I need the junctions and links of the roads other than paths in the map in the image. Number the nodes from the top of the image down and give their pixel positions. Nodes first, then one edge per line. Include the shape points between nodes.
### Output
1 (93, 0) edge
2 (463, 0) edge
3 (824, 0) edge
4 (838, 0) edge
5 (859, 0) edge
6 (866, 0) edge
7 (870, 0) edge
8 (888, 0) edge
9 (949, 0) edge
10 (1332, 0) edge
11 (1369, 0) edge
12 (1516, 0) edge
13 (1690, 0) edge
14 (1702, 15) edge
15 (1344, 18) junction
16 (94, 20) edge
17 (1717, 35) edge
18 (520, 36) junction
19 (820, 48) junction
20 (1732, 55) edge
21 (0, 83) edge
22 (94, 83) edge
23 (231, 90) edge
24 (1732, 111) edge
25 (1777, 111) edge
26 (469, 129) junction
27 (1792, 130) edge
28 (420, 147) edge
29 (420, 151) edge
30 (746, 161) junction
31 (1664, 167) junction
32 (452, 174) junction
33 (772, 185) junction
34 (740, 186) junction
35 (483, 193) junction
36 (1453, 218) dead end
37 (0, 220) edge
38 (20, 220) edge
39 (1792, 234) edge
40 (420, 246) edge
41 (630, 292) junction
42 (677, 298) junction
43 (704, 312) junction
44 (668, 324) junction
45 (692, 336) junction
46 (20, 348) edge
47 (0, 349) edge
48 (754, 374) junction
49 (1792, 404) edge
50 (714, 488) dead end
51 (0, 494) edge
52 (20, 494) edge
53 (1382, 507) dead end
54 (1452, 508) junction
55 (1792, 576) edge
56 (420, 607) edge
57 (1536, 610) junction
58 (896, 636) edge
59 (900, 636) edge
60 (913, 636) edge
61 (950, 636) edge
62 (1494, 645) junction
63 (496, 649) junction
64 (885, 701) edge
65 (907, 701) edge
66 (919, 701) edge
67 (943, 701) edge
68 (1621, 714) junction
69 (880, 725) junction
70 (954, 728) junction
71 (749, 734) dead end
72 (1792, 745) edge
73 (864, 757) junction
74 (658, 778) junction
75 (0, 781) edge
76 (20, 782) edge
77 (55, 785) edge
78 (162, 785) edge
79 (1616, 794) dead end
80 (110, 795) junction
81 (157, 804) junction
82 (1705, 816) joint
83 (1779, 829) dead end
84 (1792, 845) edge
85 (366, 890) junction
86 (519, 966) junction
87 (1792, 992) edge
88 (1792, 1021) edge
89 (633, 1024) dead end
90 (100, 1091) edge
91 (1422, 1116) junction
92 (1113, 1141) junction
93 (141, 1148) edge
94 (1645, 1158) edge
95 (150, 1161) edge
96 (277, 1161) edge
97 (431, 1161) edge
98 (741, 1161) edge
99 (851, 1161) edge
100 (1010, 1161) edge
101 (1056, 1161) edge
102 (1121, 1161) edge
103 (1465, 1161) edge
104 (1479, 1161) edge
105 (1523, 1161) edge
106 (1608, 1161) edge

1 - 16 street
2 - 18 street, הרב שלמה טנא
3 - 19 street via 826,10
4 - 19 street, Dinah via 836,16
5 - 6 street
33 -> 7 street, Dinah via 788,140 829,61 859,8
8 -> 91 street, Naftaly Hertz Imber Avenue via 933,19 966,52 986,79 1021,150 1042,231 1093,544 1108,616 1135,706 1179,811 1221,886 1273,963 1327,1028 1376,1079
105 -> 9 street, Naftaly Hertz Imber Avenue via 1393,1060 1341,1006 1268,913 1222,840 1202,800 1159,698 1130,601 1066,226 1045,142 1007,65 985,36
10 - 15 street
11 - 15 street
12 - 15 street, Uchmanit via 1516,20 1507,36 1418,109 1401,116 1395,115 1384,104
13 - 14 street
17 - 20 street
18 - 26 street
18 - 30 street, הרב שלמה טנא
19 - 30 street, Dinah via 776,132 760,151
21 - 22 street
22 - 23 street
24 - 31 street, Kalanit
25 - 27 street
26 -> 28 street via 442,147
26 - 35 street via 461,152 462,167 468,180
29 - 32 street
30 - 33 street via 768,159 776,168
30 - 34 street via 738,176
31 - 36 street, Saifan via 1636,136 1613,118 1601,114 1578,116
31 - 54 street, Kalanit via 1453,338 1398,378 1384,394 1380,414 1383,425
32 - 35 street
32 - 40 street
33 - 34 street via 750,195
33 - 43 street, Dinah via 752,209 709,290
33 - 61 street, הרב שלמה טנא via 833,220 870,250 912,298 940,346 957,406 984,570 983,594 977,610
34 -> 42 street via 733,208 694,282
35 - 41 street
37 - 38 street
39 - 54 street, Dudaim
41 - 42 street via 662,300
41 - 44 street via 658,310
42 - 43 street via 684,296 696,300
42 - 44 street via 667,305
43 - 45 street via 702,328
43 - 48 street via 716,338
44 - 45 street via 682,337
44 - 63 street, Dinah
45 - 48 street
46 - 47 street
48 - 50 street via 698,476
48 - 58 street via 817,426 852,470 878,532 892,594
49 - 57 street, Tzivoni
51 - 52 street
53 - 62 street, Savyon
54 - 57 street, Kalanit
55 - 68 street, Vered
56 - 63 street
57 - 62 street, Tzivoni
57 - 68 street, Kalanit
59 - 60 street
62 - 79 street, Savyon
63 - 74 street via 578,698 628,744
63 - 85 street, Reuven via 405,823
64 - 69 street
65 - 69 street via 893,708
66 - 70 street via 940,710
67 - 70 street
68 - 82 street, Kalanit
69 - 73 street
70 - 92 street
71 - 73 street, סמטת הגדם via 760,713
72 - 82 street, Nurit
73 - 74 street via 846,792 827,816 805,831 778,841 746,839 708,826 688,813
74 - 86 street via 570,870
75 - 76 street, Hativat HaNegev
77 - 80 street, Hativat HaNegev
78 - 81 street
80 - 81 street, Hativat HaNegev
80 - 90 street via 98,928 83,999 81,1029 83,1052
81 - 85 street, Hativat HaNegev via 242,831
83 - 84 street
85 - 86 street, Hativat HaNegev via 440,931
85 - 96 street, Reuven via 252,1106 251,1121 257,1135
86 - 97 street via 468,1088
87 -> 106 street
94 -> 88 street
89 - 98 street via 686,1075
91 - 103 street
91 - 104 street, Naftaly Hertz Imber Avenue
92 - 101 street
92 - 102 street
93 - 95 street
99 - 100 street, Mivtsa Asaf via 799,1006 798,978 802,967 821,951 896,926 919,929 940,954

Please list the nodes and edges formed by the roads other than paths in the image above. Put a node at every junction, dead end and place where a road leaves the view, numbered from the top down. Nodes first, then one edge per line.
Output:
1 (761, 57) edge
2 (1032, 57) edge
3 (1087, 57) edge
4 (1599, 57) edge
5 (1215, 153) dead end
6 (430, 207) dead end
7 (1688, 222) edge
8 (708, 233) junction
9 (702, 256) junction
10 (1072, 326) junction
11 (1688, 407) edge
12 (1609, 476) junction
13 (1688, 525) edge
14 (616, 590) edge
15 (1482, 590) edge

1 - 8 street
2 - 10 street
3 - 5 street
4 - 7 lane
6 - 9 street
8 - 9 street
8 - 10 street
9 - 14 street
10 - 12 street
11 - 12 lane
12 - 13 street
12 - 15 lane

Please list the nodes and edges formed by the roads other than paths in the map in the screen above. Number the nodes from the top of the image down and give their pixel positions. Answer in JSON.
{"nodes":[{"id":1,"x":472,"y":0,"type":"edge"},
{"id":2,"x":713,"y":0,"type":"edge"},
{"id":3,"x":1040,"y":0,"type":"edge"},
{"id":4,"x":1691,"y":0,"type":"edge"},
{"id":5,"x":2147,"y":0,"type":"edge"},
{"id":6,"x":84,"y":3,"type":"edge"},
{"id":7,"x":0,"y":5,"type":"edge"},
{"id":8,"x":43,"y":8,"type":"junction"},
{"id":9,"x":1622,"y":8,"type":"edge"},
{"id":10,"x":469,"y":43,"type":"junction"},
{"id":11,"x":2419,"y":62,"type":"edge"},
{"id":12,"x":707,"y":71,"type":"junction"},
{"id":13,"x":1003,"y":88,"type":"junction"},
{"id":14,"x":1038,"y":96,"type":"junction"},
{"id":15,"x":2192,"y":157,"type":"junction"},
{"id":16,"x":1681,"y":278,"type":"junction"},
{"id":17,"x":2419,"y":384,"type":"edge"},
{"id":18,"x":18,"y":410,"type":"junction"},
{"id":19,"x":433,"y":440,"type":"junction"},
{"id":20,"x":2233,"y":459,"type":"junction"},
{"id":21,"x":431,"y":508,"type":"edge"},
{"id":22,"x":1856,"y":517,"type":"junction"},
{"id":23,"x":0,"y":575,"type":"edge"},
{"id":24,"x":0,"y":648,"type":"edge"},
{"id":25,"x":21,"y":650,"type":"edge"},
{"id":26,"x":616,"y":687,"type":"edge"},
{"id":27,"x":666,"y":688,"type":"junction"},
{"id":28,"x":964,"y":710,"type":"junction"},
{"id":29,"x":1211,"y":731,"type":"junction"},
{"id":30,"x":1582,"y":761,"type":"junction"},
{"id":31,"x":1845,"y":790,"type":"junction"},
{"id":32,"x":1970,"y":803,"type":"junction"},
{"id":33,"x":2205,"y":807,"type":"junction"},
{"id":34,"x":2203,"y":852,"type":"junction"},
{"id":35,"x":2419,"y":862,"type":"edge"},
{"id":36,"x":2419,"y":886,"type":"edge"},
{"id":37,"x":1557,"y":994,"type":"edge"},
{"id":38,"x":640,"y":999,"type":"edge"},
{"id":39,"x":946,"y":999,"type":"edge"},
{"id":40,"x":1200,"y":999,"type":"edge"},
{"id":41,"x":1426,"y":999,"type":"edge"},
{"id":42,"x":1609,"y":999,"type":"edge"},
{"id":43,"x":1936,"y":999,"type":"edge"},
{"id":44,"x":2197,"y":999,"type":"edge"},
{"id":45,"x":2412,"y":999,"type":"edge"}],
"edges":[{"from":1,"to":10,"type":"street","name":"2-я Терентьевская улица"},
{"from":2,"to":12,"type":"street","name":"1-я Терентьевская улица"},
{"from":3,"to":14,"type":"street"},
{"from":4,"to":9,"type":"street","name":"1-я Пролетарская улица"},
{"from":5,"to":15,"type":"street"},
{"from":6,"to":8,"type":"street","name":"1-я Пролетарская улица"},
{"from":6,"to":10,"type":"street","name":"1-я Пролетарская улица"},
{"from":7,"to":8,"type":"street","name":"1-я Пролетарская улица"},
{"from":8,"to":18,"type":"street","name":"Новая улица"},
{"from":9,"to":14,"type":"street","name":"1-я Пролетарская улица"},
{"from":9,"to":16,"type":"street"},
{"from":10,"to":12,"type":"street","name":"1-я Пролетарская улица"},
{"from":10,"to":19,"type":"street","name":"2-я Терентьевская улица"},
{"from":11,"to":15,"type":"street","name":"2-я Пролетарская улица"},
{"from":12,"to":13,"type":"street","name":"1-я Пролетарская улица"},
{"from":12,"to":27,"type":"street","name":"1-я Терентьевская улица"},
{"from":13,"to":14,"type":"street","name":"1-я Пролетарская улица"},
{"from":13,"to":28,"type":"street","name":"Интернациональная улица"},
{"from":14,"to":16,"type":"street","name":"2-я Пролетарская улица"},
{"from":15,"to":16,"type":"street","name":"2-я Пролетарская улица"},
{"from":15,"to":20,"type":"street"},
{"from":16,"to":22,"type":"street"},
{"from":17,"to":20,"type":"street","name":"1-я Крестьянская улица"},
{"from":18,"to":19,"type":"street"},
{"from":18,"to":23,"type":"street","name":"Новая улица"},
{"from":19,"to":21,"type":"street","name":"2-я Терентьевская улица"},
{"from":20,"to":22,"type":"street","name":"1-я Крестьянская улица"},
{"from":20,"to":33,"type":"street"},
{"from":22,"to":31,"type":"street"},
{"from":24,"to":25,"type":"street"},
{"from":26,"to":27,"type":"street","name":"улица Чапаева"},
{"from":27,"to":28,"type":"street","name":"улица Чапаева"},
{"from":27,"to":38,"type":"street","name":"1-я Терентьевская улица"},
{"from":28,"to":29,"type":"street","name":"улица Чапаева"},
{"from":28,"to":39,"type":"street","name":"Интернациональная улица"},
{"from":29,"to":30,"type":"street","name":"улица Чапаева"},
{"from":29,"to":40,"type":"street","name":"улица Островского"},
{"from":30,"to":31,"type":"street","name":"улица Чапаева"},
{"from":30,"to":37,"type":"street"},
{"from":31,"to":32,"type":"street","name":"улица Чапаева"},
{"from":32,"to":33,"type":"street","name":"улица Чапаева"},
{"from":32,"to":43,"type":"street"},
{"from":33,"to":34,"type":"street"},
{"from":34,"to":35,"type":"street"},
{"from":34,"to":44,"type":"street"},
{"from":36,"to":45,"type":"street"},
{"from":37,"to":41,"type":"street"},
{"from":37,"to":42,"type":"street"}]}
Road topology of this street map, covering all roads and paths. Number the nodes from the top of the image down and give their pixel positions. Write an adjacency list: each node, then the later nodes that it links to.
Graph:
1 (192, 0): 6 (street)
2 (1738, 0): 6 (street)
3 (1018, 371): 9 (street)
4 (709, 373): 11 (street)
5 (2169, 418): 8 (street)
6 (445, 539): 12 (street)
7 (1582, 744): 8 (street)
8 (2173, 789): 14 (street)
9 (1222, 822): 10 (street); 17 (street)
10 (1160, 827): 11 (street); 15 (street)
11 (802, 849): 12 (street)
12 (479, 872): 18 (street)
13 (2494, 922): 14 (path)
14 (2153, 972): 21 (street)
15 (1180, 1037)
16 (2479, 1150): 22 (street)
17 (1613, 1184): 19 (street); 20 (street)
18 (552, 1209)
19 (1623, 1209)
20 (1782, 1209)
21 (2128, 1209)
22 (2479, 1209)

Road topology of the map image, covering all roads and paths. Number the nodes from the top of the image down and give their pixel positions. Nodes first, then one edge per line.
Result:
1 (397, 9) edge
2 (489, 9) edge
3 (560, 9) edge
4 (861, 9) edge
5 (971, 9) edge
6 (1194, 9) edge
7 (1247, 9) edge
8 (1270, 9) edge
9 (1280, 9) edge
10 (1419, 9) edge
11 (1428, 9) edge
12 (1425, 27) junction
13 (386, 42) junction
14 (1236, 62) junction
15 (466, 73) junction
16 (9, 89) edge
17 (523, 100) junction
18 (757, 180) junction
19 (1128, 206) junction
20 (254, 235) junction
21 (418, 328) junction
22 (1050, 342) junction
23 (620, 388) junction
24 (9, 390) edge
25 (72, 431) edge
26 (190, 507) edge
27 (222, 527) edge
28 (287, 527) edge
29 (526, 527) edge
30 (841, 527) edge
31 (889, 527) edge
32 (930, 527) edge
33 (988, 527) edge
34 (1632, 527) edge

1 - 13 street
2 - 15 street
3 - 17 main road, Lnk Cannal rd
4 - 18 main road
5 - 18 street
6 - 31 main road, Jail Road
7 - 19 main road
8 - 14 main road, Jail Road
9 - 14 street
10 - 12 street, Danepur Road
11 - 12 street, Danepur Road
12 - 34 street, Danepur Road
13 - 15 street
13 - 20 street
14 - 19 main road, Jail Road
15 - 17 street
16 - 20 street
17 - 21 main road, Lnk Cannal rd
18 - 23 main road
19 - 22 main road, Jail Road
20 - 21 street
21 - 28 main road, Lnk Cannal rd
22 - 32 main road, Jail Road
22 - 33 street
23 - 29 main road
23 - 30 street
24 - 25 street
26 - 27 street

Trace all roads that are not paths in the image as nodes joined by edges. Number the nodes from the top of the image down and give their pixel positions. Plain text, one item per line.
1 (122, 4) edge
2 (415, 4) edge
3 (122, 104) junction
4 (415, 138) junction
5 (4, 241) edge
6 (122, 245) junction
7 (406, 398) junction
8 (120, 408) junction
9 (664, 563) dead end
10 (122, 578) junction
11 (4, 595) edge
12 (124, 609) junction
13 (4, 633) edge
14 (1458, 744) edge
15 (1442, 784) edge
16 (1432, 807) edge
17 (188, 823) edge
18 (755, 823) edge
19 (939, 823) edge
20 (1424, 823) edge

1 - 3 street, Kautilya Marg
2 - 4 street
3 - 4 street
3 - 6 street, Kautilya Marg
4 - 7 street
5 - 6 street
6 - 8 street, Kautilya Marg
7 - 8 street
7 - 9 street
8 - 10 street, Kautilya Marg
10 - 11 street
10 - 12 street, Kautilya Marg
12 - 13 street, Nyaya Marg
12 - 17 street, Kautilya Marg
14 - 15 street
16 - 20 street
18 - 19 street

********************

AIM OF THE EXERCISE:
Would you please copy each line of the listing that contains the word "Tzivoni"?

RESULT OF THE EXERCISE:
49 - 57 street, Tzivoni
57 - 62 street, Tzivoni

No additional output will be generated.